Saturday, January 01, 2011

2010: Good or Bad?

Last night Hubby and I went on a real grown up date. Red Lobster and a movie that let out at midnight! I don't think in all of our 21 years of marriage we have dated that late at night, with good reason; I fall asleep!! During dinner we were discussing the past year, and we decided it was a pretty lousy year. I didn't get in the grad program I was trying for, my child broke his head, financially things went kablooey, my health deteriorated and I ended up with Bell's Palsy, the shed roof leaks, the goats aren't selling, and on and on. There were a few highlights. My Envirothon team went to State competition, #1 was in two plays, Hubby was able to teach at college.

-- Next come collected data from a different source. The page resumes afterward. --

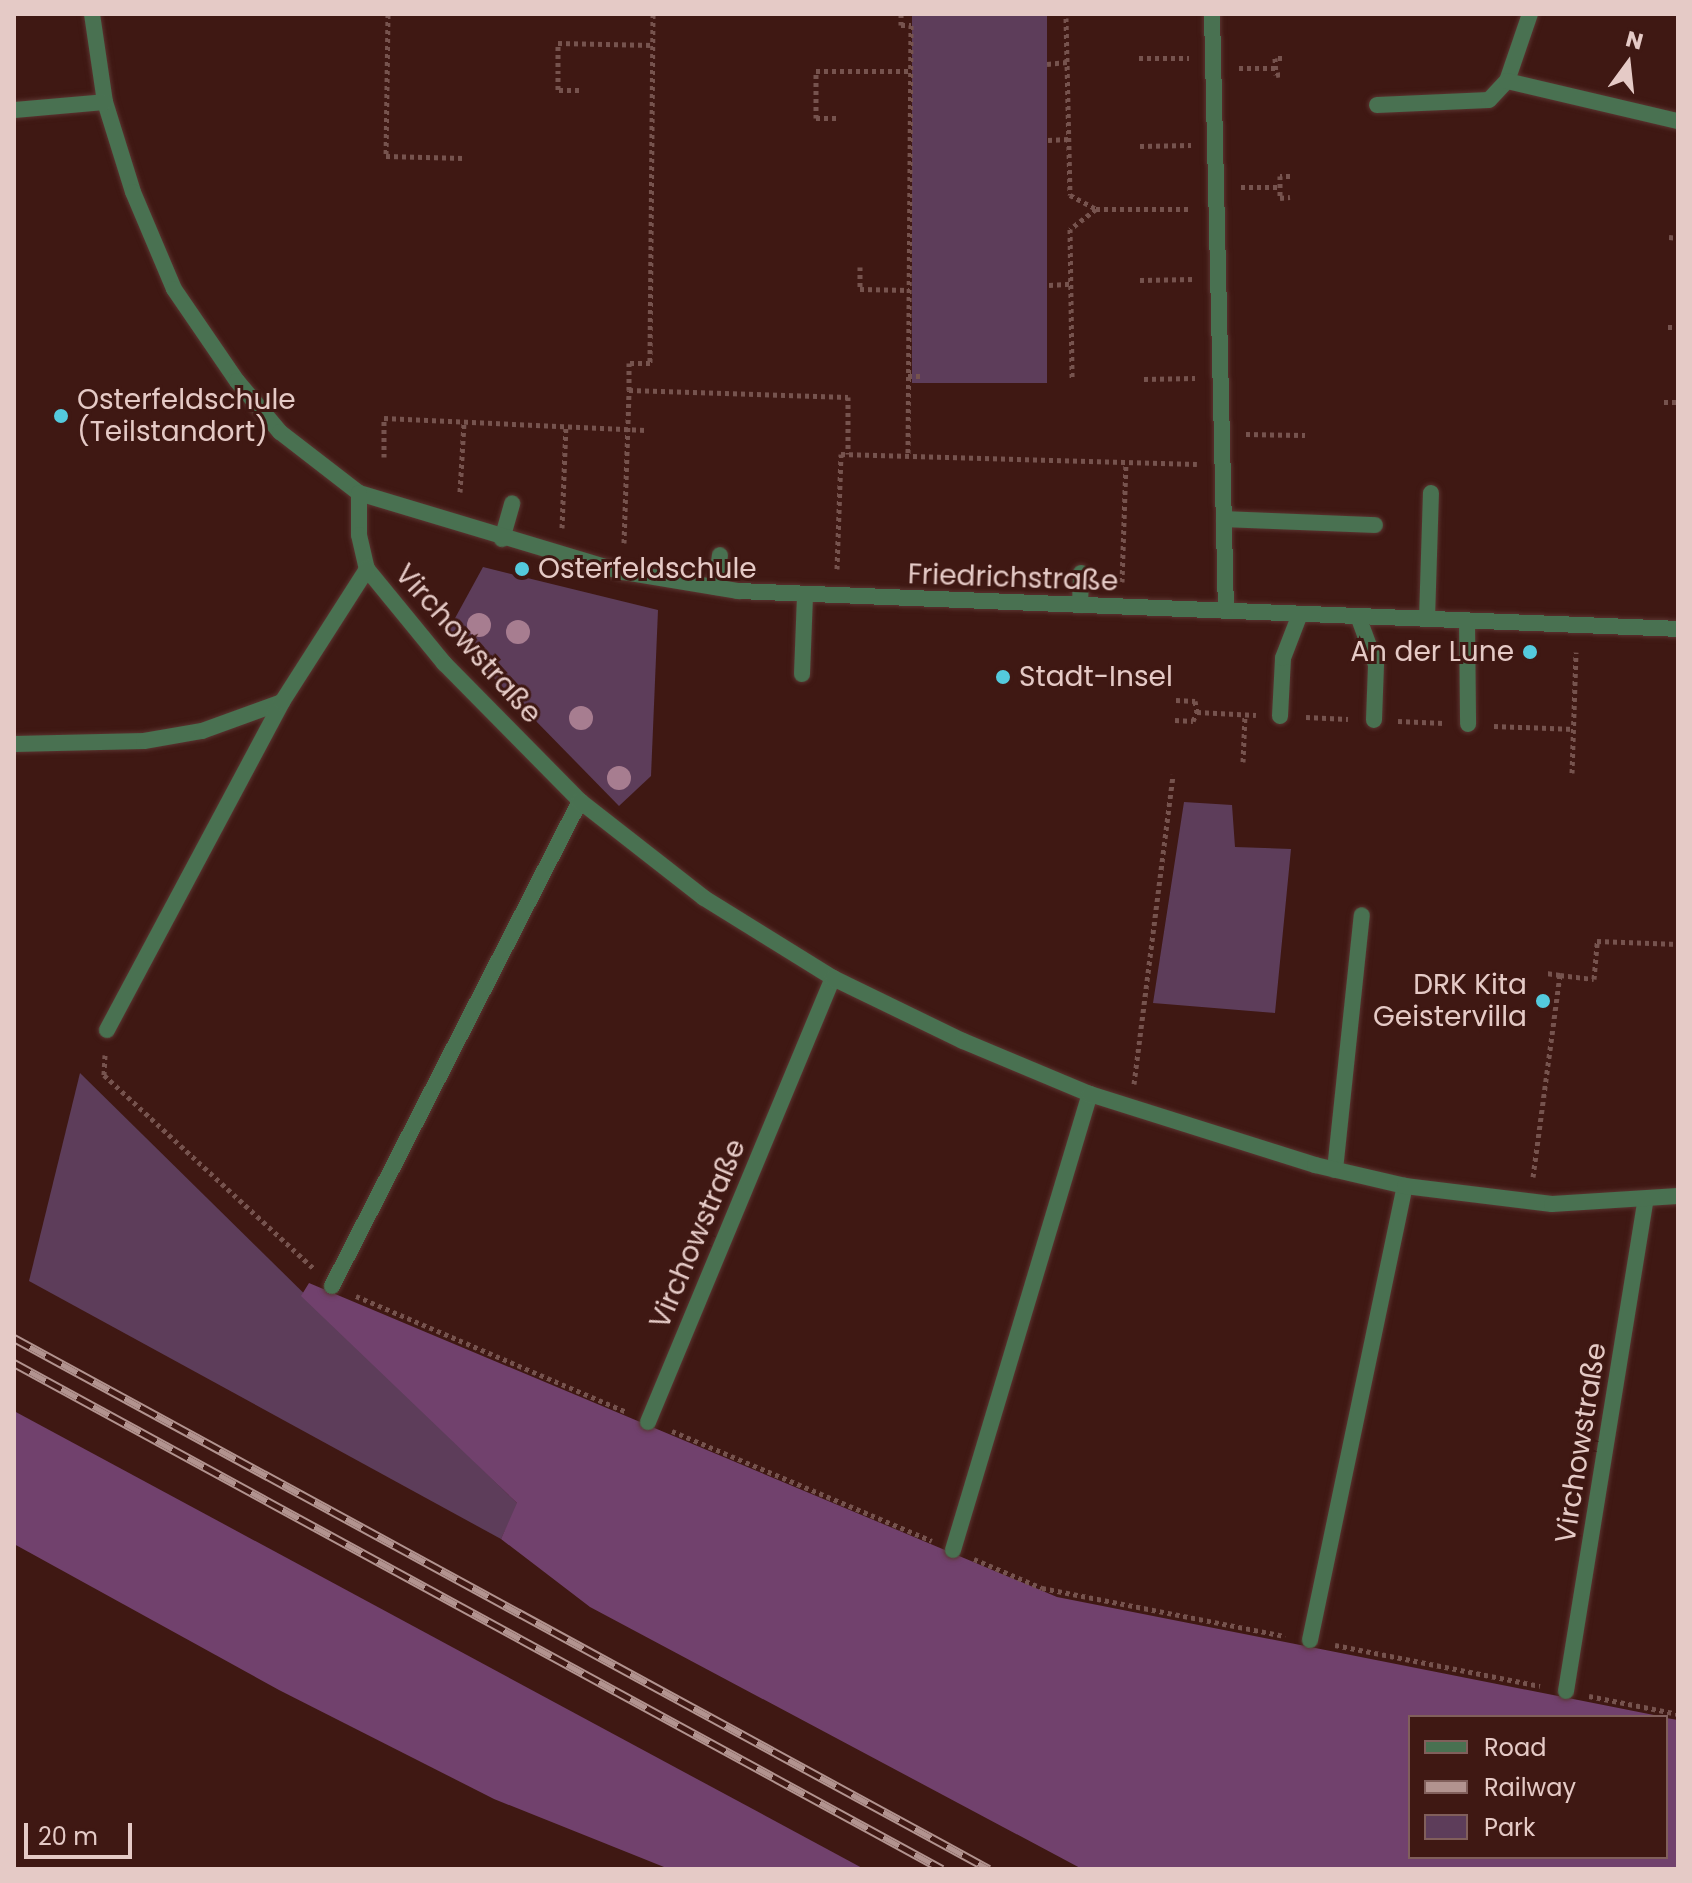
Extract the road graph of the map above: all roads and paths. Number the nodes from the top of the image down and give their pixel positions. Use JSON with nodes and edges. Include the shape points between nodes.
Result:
{"nodes":[{"id":1,"x":92,"y":14,"type":"edge"},
{"id":2,"x":388,"y":14,"type":"edge"},
{"id":3,"x":653,"y":14,"type":"edge"},
{"id":4,"x":901,"y":14,"type":"edge"},
{"id":5,"x":1212,"y":14,"type":"edge"},
{"id":6,"x":1530,"y":14,"type":"edge"},
{"id":7,"x":1066,"y":18,"type":"dead end"},
{"id":8,"x":653,"y":45,"type":"junction"},
{"id":9,"x":1139,"y":58,"type":"dead end"},
{"id":10,"x":1190,"y":58,"type":"dead end"},
{"id":11,"x":1282,"y":58,"type":"dead end"},
{"id":12,"x":1067,"y":62,"type":"junction"},
{"id":13,"x":1047,"y":64,"type":"dead end"},
{"id":14,"x":1234,"y":68,"type":"dead end"},
{"id":15,"x":1276,"y":68,"type":"junction"},
{"id":16,"x":910,"y":71,"type":"junction"},
{"id":17,"x":1282,"y":74,"type":"dead end"},
{"id":18,"x":1507,"y":81,"type":"junction"},
{"id":19,"x":579,"y":90,"type":"dead end"},
{"id":20,"x":105,"y":102,"type":"junction"},
{"id":21,"x":1377,"y":105,"type":"dead end"},
{"id":22,"x":14,"y":110,"type":"edge"},
{"id":23,"x":836,"y":118,"type":"dead end"},
{"id":24,"x":1678,"y":121,"type":"edge"},
{"id":25,"x":1069,"y":139,"type":"junction"},
{"id":26,"x":1048,"y":140,"type":"dead end"},
{"id":27,"x":1192,"y":145,"type":"dead end"},
{"id":28,"x":1140,"y":146,"type":"dead end"},
{"id":29,"x":464,"y":158,"type":"dead end"},
{"id":30,"x":1290,"y":176,"type":"dead end"},
{"id":31,"x":1236,"y":187,"type":"dead end"},
{"id":32,"x":1280,"y":187,"type":"junction"},
{"id":33,"x":1290,"y":197,"type":"dead end"},
{"id":34,"x":1096,"y":209,"type":"junction"},
{"id":35,"x":1193,"y":209,"type":"dead end"},
{"id":36,"x":1669,"y":237,"type":"dead end"},
{"id":37,"x":1678,"y":238,"type":"edge"},
{"id":38,"x":860,"y":267,"type":"dead end"},
{"id":39,"x":1195,"y":279,"type":"dead end"},
{"id":40,"x":1140,"y":280,"type":"dead end"},
{"id":41,"x":1071,"y":284,"type":"junction"},
{"id":42,"x":1049,"y":285,"type":"dead end"},
{"id":43,"x":909,"y":290,"type":"junction"},
{"id":44,"x":1668,"y":327,"type":"dead end"},
{"id":45,"x":1678,"y":327,"type":"edge"},
{"id":46,"x":908,"y":376,"type":"junction"},
{"id":47,"x":924,"y":376,"type":"dead end"},
{"id":48,"x":1196,"y":378,"type":"dead end"},
{"id":49,"x":1072,"y":379,"type":"dead end"},
{"id":50,"x":1144,"y":379,"type":"dead end"},
{"id":51,"x":629,"y":390,"type":"junction"},
{"id":52,"x":1664,"y":402,"type":"dead end"},
{"id":53,"x":1678,"y":402,"type":"edge"},
{"id":54,"x":464,"y":422,"type":"junction"},
{"id":55,"x":566,"y":426,"type":"junction"},
{"id":56,"x":628,"y":429,"type":"junction"},
{"id":57,"x":646,"y":430,"type":"dead end"},
{"id":58,"x":1222,"y":434,"type":"junction"},
{"id":59,"x":1305,"y":435,"type":"dead end"},
{"id":60,"x":848,"y":454,"type":"junction"},
{"id":61,"x":384,"y":457,"type":"dead end"},
{"id":62,"x":908,"y":457,"type":"junction"},
{"id":63,"x":1126,"y":463,"type":"junction"},
{"id":64,"x":1198,"y":464,"type":"dead end"},
{"id":65,"x":460,"y":492,"type":"dead end"},
{"id":66,"x":359,"y":493,"type":"junction"},
{"id":67,"x":1431,"y":493,"type":"dead end"},
{"id":68,"x":512,"y":503,"type":"dead end"},
{"id":69,"x":1224,"y":519,"type":"junction"},
{"id":70,"x":1375,"y":525,"type":"dead end"},
{"id":71,"x":562,"y":528,"type":"dead end"},
{"id":72,"x":502,"y":539,"type":"junction"},
{"id":73,"x":624,"y":543,"type":"dead end"},
{"id":74,"x":720,"y":555,"type":"dead end"},
{"id":75,"x":367,"y":569,"type":"junction"},
{"id":76,"x":837,"y":569,"type":"dead end"},
{"id":77,"x":1081,"y":573,"type":"dead end"},
{"id":78,"x":1122,"y":579,"type":"dead end"},
{"id":79,"x":716,"y":587,"type":"junction"},
{"id":80,"x":805,"y":596,"type":"junction"},
{"id":81,"x":1080,"y":605,"type":"junction"},
{"id":82,"x":1226,"y":611,"type":"junction"},
{"id":83,"x":1300,"y":614,"type":"junction"},
{"id":84,"x":1358,"y":616,"type":"junction"},
{"id":85,"x":1427,"y":619,"type":"junction"},
{"id":86,"x":1467,"y":621,"type":"junction"},
{"id":87,"x":1678,"y":629,"type":"edge"},
{"id":88,"x":1576,"y":652,"type":"dead end"},
{"id":89,"x":802,"y":674,"type":"dead end"},
{"id":90,"x":1176,"y":700,"type":"dead end"},
{"id":91,"x":282,"y":702,"type":"junction"},
{"id":92,"x":1245,"y":715,"type":"dead end"},
{"id":93,"x":1280,"y":716,"type":"dead end"},
{"id":94,"x":1175,"y":720,"type":"dead end"},
{"id":95,"x":1374,"y":720,"type":"dead end"},
{"id":96,"x":1468,"y":724,"type":"dead end"},
{"id":97,"x":14,"y":744,"type":"edge"},
{"id":98,"x":1243,"y":762,"type":"dead end"},
{"id":99,"x":1572,"y":773,"type":"dead end"},
{"id":100,"x":1173,"y":774,"type":"dead end"},
{"id":101,"x":580,"y":801,"type":"junction"},
{"id":102,"x":1362,"y":915,"type":"dead end"},
{"id":103,"x":1678,"y":944,"type":"edge"},
{"id":104,"x":1546,"y":973,"type":"dead end"},
{"id":105,"x":1560,"y":975,"type":"junction"},
{"id":106,"x":833,"y":978,"type":"junction"},
{"id":107,"x":107,"y":1030,"type":"joint"},
{"id":108,"x":1090,"y":1094,"type":"junction"},
{"id":109,"x":1131,"y":1109,"type":"junction"},
{"id":110,"x":1335,"y":1170,"type":"junction"},
{"id":111,"x":1405,"y":1186,"type":"junction"},
{"id":112,"x":1678,"y":1196,"type":"edge"},
{"id":113,"x":1529,"y":1202,"type":"junction"},
{"id":114,"x":1645,"y":1202,"type":"junction"},
{"id":115,"x":332,"y":1286,"type":"junction"},
{"id":116,"x":648,"y":1422,"type":"junction"},
{"id":117,"x":953,"y":1550,"type":"junction"},
{"id":118,"x":1310,"y":1640,"type":"junction"},
{"id":119,"x":1566,"y":1691,"type":"junction"},
{"id":120,"x":1678,"y":1714,"type":"edge"}],
"edges":[{"from":1,"to":20,"type":"street"},
{"from":2,"to":29,"type":"path","via":[[386,156]]},
{"from":3,"to":8,"type":"path"},
{"from":4,"to":16,"type":"path","via":[[901,25],[911,25]]},
{"from":5,"to":58,"type":"street"},
{"from":6,"to":18,"type":"street"},
{"from":7,"to":12,"type":"path"},
{"from":8,"to":19,"type":"path","via":[[558,43],[558,90]]},
{"from":8,"to":51,"type":"path","via":[[650,363],[629,363]]},
{"from":9,"to":10,"type":"path"},
{"from":11,"to":15,"type":"path","via":[[1275,58]]},
{"from":12,"to":13,"type":"path"},
{"from":12,"to":25,"type":"path"},
{"from":14,"to":15,"type":"path"},
{"from":15,"to":17,"type":"path","via":[[1276,75]]},
{"from":16,"to":23,"type":"path","via":[[816,71],[816,118]]},
{"from":16,"to":43,"type":"path"},
{"from":18,"to":21,"type":"street","via":[[1489,100]]},
{"from":18,"to":24,"type":"street"},
{"from":20,"to":22,"type":"street"},
{"from":20,"to":66,"type":"street","via":[[133,192],[174,289],[237,381],[280,432]]},
{"from":25,"to":26,"type":"path"},
{"from":25,"to":34,"type":"path","via":[[1070,195]]},
{"from":27,"to":28,"type":"path"},
{"from":30,"to":32,"type":"path","via":[[1280,176]]},
{"from":31,"to":32,"type":"path"},
{"from":32,"to":33,"type":"path","via":[[1280,198]]},
{"from":34,"to":35,"type":"path"},
{"from":34,"to":41,"type":"path","via":[[1070,229]]},
{"from":36,"to":37,"type":"path"},
{"from":38,"to":43,"type":"path","via":[[860,289]]},
{"from":39,"to":40,"type":"path"},
{"from":41,"to":42,"type":"path"},
{"from":41,"to":49,"type":"path"},
{"from":43,"to":46,"type":"path"},
{"from":44,"to":45,"type":"path"},
{"from":46,"to":47,"type":"path"},
{"from":46,"to":62,"type":"path"},
{"from":48,"to":50,"type":"path"},
{"from":51,"to":56,"type":"path"},
{"from":51,"to":60,"type":"path","via":[[848,397]]},
{"from":52,"to":53,"type":"path"},
{"from":54,"to":55,"type":"path"},
{"from":54,"to":61,"type":"path","via":[[384,418]]},
{"from":54,"to":65,"type":"path"},
{"from":55,"to":56,"type":"path"},
{"from":55,"to":71,"type":"path"},
{"from":56,"to":57,"type":"path"},
{"from":56,"to":73,"type":"path"},
{"from":58,"to":59,"type":"path"},
{"from":58,"to":69,"type":"street"},
{"from":60,"to":62,"type":"path"},
{"from":60,"to":76,"type":"path","via":[[841,454]]},
{"from":62,"to":63,"type":"path"},
{"from":63,"to":64,"type":"path"},
{"from":63,"to":78,"type":"path"},
{"from":66,"to":72,"type":"street","name":"Friedrichstraße"},
{"from":66,"to":75,"type":"street","name":"Virchowstraße","via":[[359,535]]},
{"from":67,"to":85,"type":"street"},
{"from":68,"to":72,"type":"street"},
{"from":69,"to":70,"type":"street"},
{"from":69,"to":82,"type":"street"},
{"from":72,"to":79,"type":"street","name":"Friedrichstraße","via":[[623,572]]},
{"from":74,"to":79,"type":"street"},
{"from":75,"to":91,"type":"street"},
{"from":75,"to":101,"type":"street","name":"Virchowstraße","via":[[444,663]]},
{"from":77,"to":81,"type":"street"},
{"from":79,"to":80,"type":"street","name":"Friedrichstraße"},
{"from":80,"to":81,"type":"street","name":"Friedrichstraße"},
{"from":80,"to":89,"type":"street"},
{"from":81,"to":82,"type":"street","name":"Friedrichstraße"},
{"from":82,"to":83,"type":"street","name":"Friedrichstraße"},
{"from":83,"to":84,"type":"street","name":"Friedrichstraße"},
{"from":83,"to":93,"type":"street","via":[[1283,658]]},
{"from":84,"to":85,"type":"street","name":"Friedrichstraße"},
{"from":84,"to":95,"type":"street","via":[[1376,665]]},
{"from":85,"to":86,"type":"street","name":"Friedrichstraße"},
{"from":86,"to":87,"type":"street","name":"Friedrichstraße"},
{"from":86,"to":96,"type":"street"},
{"from":88,"to":99,"type":"path"},
{"from":90,"to":94,"type":"path","via":[[1195,701],[1197,712],[1193,721]]},
{"from":91,"to":97,"type":"street","via":[[202,731],[144,741]]},
{"from":91,"to":107,"type":"street"},
{"from":92,"to":98,"type":"path"},
{"from":100,"to":109,"type":"path"},
{"from":101,"to":106,"type":"street","name":"Virchowstraße","via":[[704,898]]},
{"from":101,"to":115,"type":"street"},
{"from":102,"to":110,"type":"street"},
{"from":103,"to":105,"type":"path","via":[[1597,941],[1594,979]]},
{"from":104,"to":105,"type":"path"},
{"from":105,"to":113,"type":"path"},
{"from":106,"to":108,"type":"street","name":"Virchowstraße"},
{"from":106,"to":116,"type":"street","name":"Virchowstraße"},
{"from":107,"to":115,"type":"path","via":[[104,1075]]},
{"from":108,"to":109,"type":"street","name":"Virchowstraße"},
{"from":108,"to":117,"type":"street"},
{"from":109,"to":110,"type":"street","name":"Virchowstraße"},
{"from":110,"to":111,"type":"street","name":"Virchowstraße"},
{"from":111,"to":113,"type":"street","name":"Virchowstraße"},
{"from":111,"to":118,"type":"street"},
{"from":112,"to":114,"type":"street","name":"Virchowstraße"},
{"from":113,"to":114,"type":"street","name":"Virchowstraße"},
{"from":114,"to":119,"type":"street","name":"Virchowstraße"},
{"from":115,"to":116,"type":"path"},
{"from":116,"to":117,"type":"path"},
{"from":117,"to":118,"type":"path","via":[[1042,1588]]},
{"from":118,"to":119,"type":"path"},
{"from":119,"to":120,"type":"path"}]}
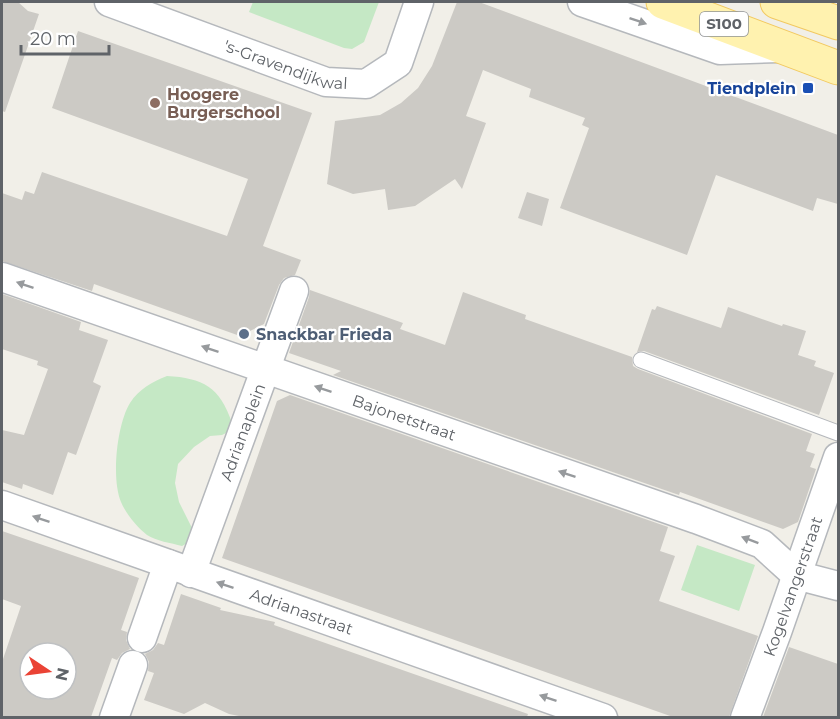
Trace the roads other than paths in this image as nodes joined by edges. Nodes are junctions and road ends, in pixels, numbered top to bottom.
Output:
1 (109, 2) edge
2 (419, 2) edge
3 (582, 2) edge
4 (663, 2) edge
5 (777, 2) edge
6 (838, 23) edge
7 (786, 47) junction
8 (838, 68) edge
9 (2, 277) edge
10 (294, 291) dead end
11 (641, 360) dead end
12 (265, 368) junction
13 (838, 434) edge
14 (838, 457) edge
15 (2, 505) edge
16 (179, 569) junction
17 (796, 575) junction
18 (838, 586) edge
19 (142, 638) dead end
20 (133, 665) dead end
21 (114, 717) edge
22 (603, 717) edge
23 (745, 717) edge

1 - 2 street, 's-Gravendijkwal
3 -> 7 street
4 - 7 main road, S100
5 - 6 main road
7 - 8 main road, S100
12 -> 9 street, Bajonetstraat
10 - 12 street, Adrianaplein
11 - 13 lane
12 - 16 street, Adrianaplein
17 -> 12 street, Bajonetstraat
14 - 17 street, Kogelvangerstraat
16 -> 15 street, Adrianastraat
16 - 19 street, Adrianaplein
22 -> 16 street, Adrianastraat
17 - 18 street
17 - 23 street, Kogelvangerstraat
20 - 21 street

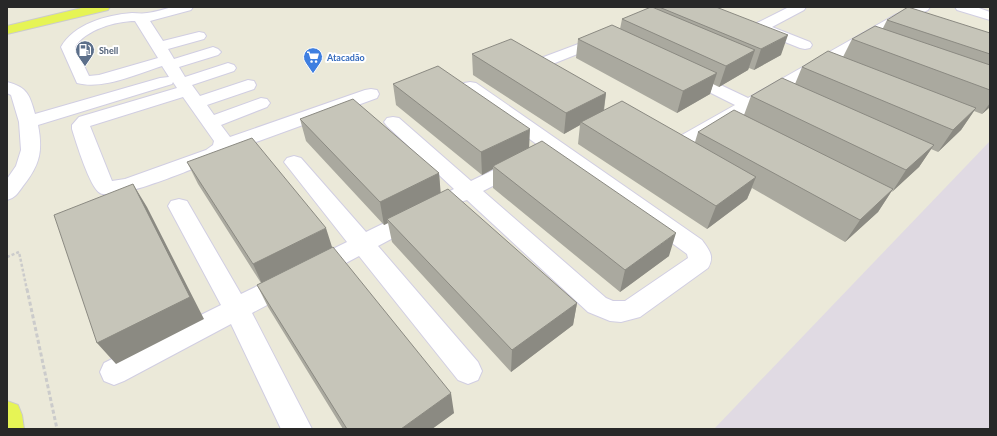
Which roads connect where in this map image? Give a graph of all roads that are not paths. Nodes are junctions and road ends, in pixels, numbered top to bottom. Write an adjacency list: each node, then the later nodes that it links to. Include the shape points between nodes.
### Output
1 (103, 7): 10 (main road)
2 (186, 7): 7 (street)
3 (799, 7): 9 (street)
4 (923, 7): 22 (street, via 872,42 831,65)
5 (962, 7): 6 (street)
6 (990, 16)
7 (142, 18): 16 (street); 16 (street, via 131,17 90,28 70,43 68,47 83,80 100,80)
8 (748, 22): 9 (street)
9 (761, 27): 13 (street)
10 (7, 30)
11 (199, 36): 16 (street)
12 (615, 38): 15 (street)
13 (805, 45)
14 (213, 52): 16 (street)
15 (539, 64)
16 (173, 66): 17 (street); 19 (street); 27 (street); 29 (street); 33 (street, via 82,125 80,129 102,183 107,188 128,185 213,154)
17 (228, 68)
18 (671, 68): 26 (street)
19 (248, 85)
20 (7, 87): 27 (street, via 16,90)
21 (470, 87): 34 (street)
22 (775, 90): 24 (street); 26 (street)
23 (371, 94): 33 (street)
24 (796, 100)
25 (261, 103): 29 (street)
26 (749, 105): 28 (street)
27 (27, 119): 37 (street, via 31,154 23,173)
28 (720, 121): 31 (street); 32 (street)
29 (211, 122): 33 (street)
30 (393, 122): 36 (street)
31 (741, 132)
32 (680, 144)
33 (224, 145)
34 (556, 146): 36 (street); 36 (street, via 694,246 700,262 631,310 612,312 597,305)
35 (294, 162): 39 (street)
36 (468, 191): 39 (street)
37 (7, 193)
38 (179, 206): 40 (street)
39 (362, 244): 40 (street); 41 (street)
40 (236, 308): 42 (street); 45 (street)
41 (468, 371)
42 (114, 372)
43 (7, 415): 44 (main road)
44 (10, 429)
45 (297, 429)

We saw family on a few occasions and enjoyed more quiet times with each other. This morning when I awoke to a new year, I found myself hoping it will be a better one. Then my perspective changed. I thought about all of those bad things and how each was accompanied by the presence of God. I thought of how He had placed friends where I needed them at just the right times. I thought of how blessed by God we are that the health problems have turned out to be ok, that the finances are still flowing, the kids have what they need and are beginning to thrive again, and on it went. I arose from bed to see my home enfolded in a blanket of fog barely able to see the structures or road around me. As I sipped my peppermint tea the fog began to dissipate. I can now clearly see the barn, the neighbor, the road to town. I guess last night we were in a fog of memory, remembering parts of situations, but not the whole. This morning the fog evaporated and left me with the realization that no matter what this new year brings, good or bad, God will be there providing just what I need when I need it. Now how can that be a bad year?